30 Second "Macbeth": Constructing Questions and Predictions--Just Like the Weird Sisters
Lesson 2 of 13
Objective: SWBAT generate questions and predictions about "Macbeth" after performing the "30 Second Macbeth."
In the previous lesson, "Tomorrow and Tomorrow and Tomorrow," I introduced students to Macbeth with Macbeth's final soliloquy and explain my teaching philosophy, which is performance methodology from the Folger Shakespeare Library.
Today, students will get a sense of Macbeth's tone and mood as well as the plot by
- Discussing an image of Macbeth and the three witches,
- Performing a "30-Second Macbeth,"
- Working through 1.3 in small groups, and
- Generating questions and predictions about the tragedy.
To set the tone for The Tragedy of Macbeth, I showed students an image from the Folger digital collection titled "Macbeth Meets the Weird Sisters." I asked students to tell me what they see in the image? What mood does the image suggest?
I want students to see the movement in the image, so I ask if they notice anything about the lines i the image.
- movement in the picture,
- women with beards,
The image appealed to their visual proclivities and generated a lively discussion. At one point I asked a student to show me something in the picture, which was a third woman. As the students noticed details from the image, other students picked up on their observations and added their own. This, in turn, led to very "close readings" of the image.
Next, I distributed the "30-Second Macbeth" document to students and asked them to form a circle. 30 SecMacbeth from the Folger Shakespeare Library. This version is slightly different from the one I used in the lesson.
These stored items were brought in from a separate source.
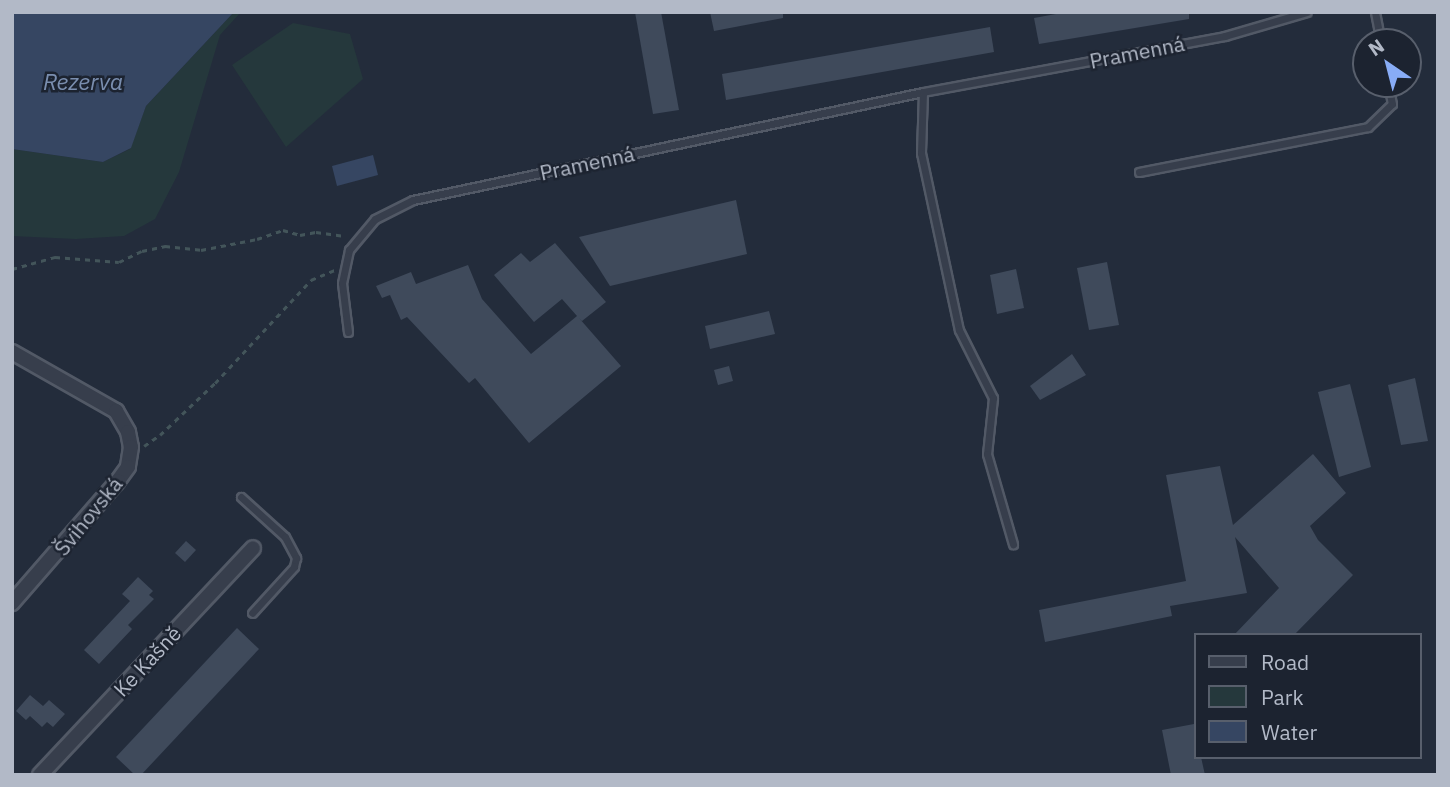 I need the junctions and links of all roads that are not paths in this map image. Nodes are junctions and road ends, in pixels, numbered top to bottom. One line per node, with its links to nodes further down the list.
1 (1307, 12): 2 (lane, Pramenná)
2 (923, 92): 5 (lane, Pramenná); 8 (lane)
3 (1391, 98): 4 (lane)
4 (1139, 172)
5 (348, 332)
6 (12, 352): 10 (street, Švihovská)
7 (241, 497): 11 (lane)
8 (1013, 544)
9 (253, 548): 12 (street, Ke Kašně)
10 (12, 603)
11 (252, 613)
12 (40, 775)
I told students that the document is a shrunken version of Macbeth that gives a pretty good overview of the play. I then explained that we would take turns reading with each student reading to a hard stop. Then we reviewed the definition of a hard stop: a period, an exclamation point, a semicolon, and a colon. This is important because students often think commas are hard stops, but they are not. Reviewing the hard stops allows an opportunity for review. For example, I often remind students that a semicolon can do the job of a period and that a colon says, "something follows."
The first reading is a little slow and rough. Some students needed prompting with the lines, both in terms of pronunciation and learning that an apostrophe is Shakespeare's way of tweaking meter by changing the pronunciation of words.
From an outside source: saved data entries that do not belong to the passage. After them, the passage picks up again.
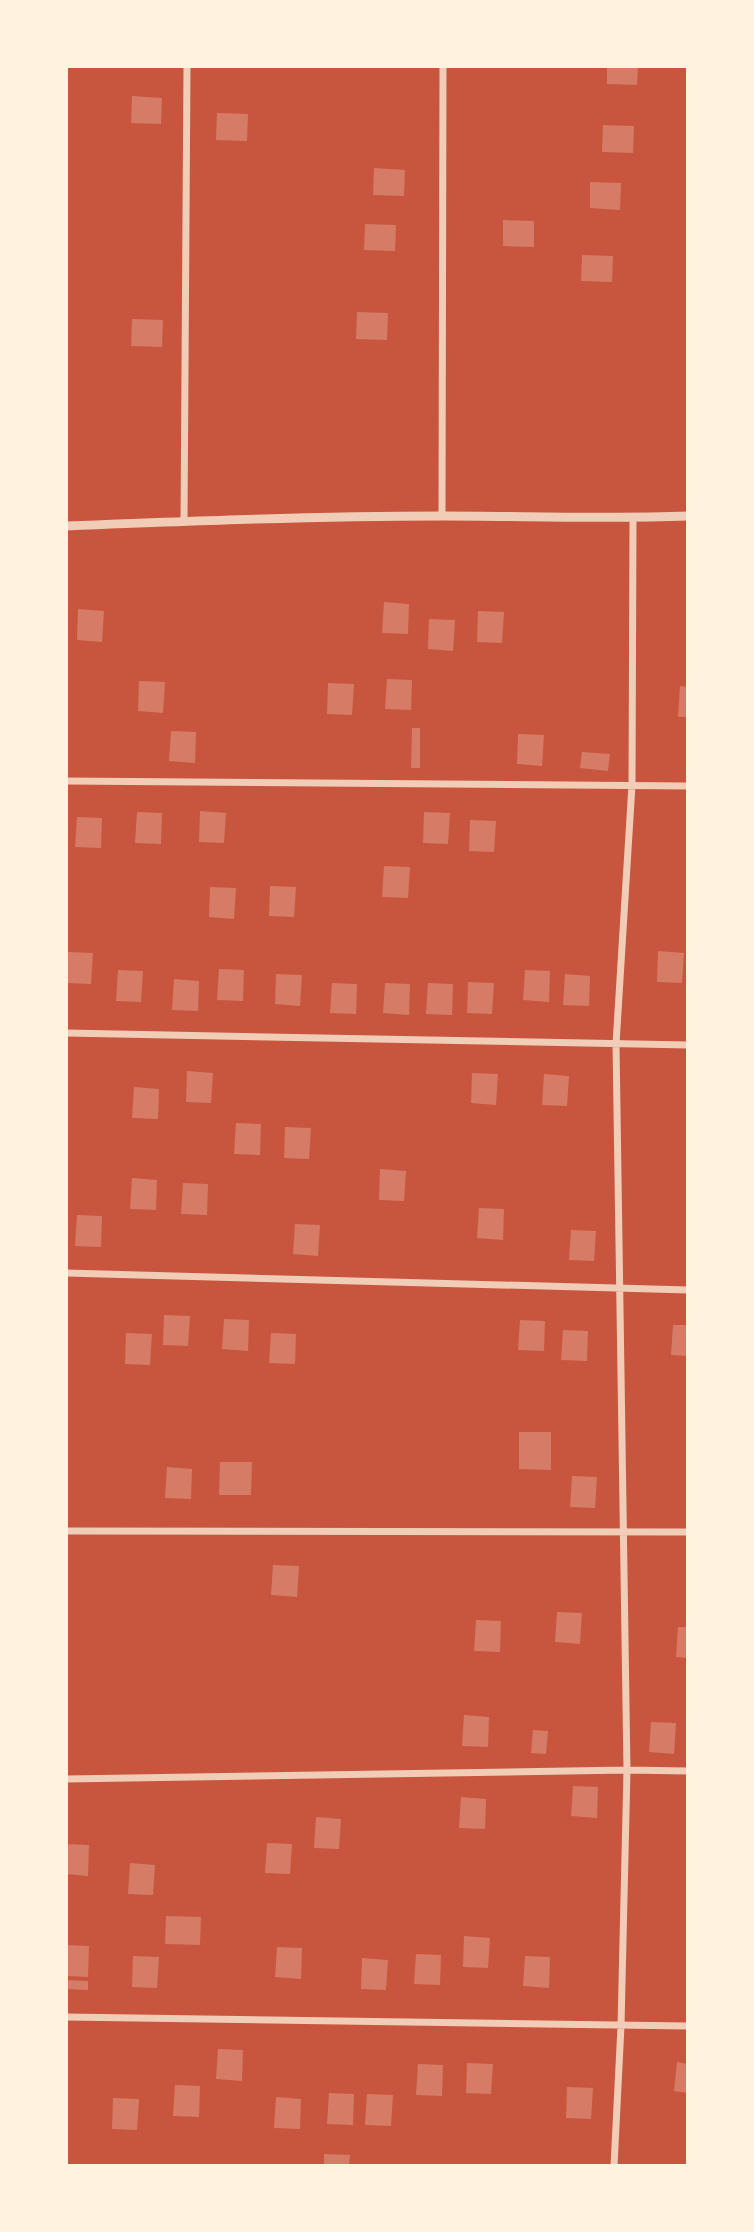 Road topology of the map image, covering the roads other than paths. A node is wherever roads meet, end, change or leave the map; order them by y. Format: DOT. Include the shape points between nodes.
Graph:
graph roads {
  1 [pos="187,66"];
  2 [pos="443,66"];
  3 [pos="442,516"];
  4 [pos="688,516"];
  5 [pos="634,518"];
  6 [pos="184,521"];
  7 [pos="66,527"];
  8 [pos="66,780"];
  9 [pos="632,785"];
  10 [pos="688,786"];
  11 [pos="66,1033"];
  12 [pos="616,1044"];
  13 [pos="688,1045"];
  14 [pos="66,1273"];
  15 [pos="620,1289"];
  16 [pos="688,1290"];
  17 [pos="66,1531"];
  18 [pos="624,1531"];
  19 [pos="688,1532"];
  20 [pos="627,1770"];
  21 [pos="688,1771"];
  22 [pos="66,1779"];
  23 [pos="66,2017"];
  24 [pos="621,2025"];
  25 [pos="688,2026"];
  26 [pos="614,2165"];
  1 -- 6 [label="street"];
  2 -- 3 [label="street"];
  3 -- 5 [label="street"];
  3 -- 6 [label="street"];
  4 -- 5 [label="street"];
  5 -- 9 [label="street"];
  6 -- 7 [label="street"];
  8 -- 9 [label="street"];
  9 -- 10 [label="street"];
  9 -- 12 [label="street"];
  11 -- 12 [label="street"];
  12 -- 13 [label="street"];
  12 -- 15 [label="street"];
  14 -- 15 [label="street"];
  15 -- 16 [label="street"];
  15 -- 18 [label="street"];
  17 -- 18 [label="street"];
  18 -- 19 [label="street"];
  18 -- 20 [label="street"];
  20 -- 21 [label="street"];
  20 -- 22 [label="street"];
  20 -- 24 [label="street"];
  23 -- 24 [label="street"];
  24 -- 25 [label="street"];
  24 -- 26 [label="street"];
}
Next, I asked students what they observed about setting, characters, etc. Several mentioned details from the script.
Since not all students had the opportunity to read the first run-through, I invite them to read again and begin with the next student.
Again, we followed the reading w/ more discussion about what students learned about the play.
A colleague was visiting, and gave us our time, which was over 40 seconds. This perceived failure to meet the 30-second benchmark prompted students to want to try again, which we did.
I then asked if any student wanted to try one more time, and we succeeded in getting two students to do another run-through. It was fast and fun but not quite 30 seconds.
Next, I distribute copies of 1.3 (Act 1 SCENE III) and tell students they need to read the scene in small groups and each needs to generate a question, write it on a post-it note (which I distribute), and be prepared to share the questions with the class.
I begin w/ 1.3 because it's at this point that Macbeth meets the witches and begins to make some bad decisions. It's the scene that has a direct tie to the "Tomorrow and tomorrow and tomorrow" soliloquy in Act 5, and it's a scene that ties into the image we began the lesson with.
I remind students that they will have a short amount of time for their reading and then set the timer for 15 minutes.
As the students read, I circulate around the room and respond to their questions, help them with vocabulary, etc.
After students have a chance to read, it's time to share our questions. To accomplish this, I gave each a post-it on which to compose their questions.
Since I want to focus on the students, I enlist a student volunteer to write the questions on the board. Student Generated Questions shows the list of questions my volunteered transcribed onto the white board.
The students posed some excellent questions, which I invite them to jot down in their notes. I tell them that these will become questions for which we can seek answers as we read. I try not to give them the answers at this time, and I enjoy saying, "I don't know" when they press me for a response.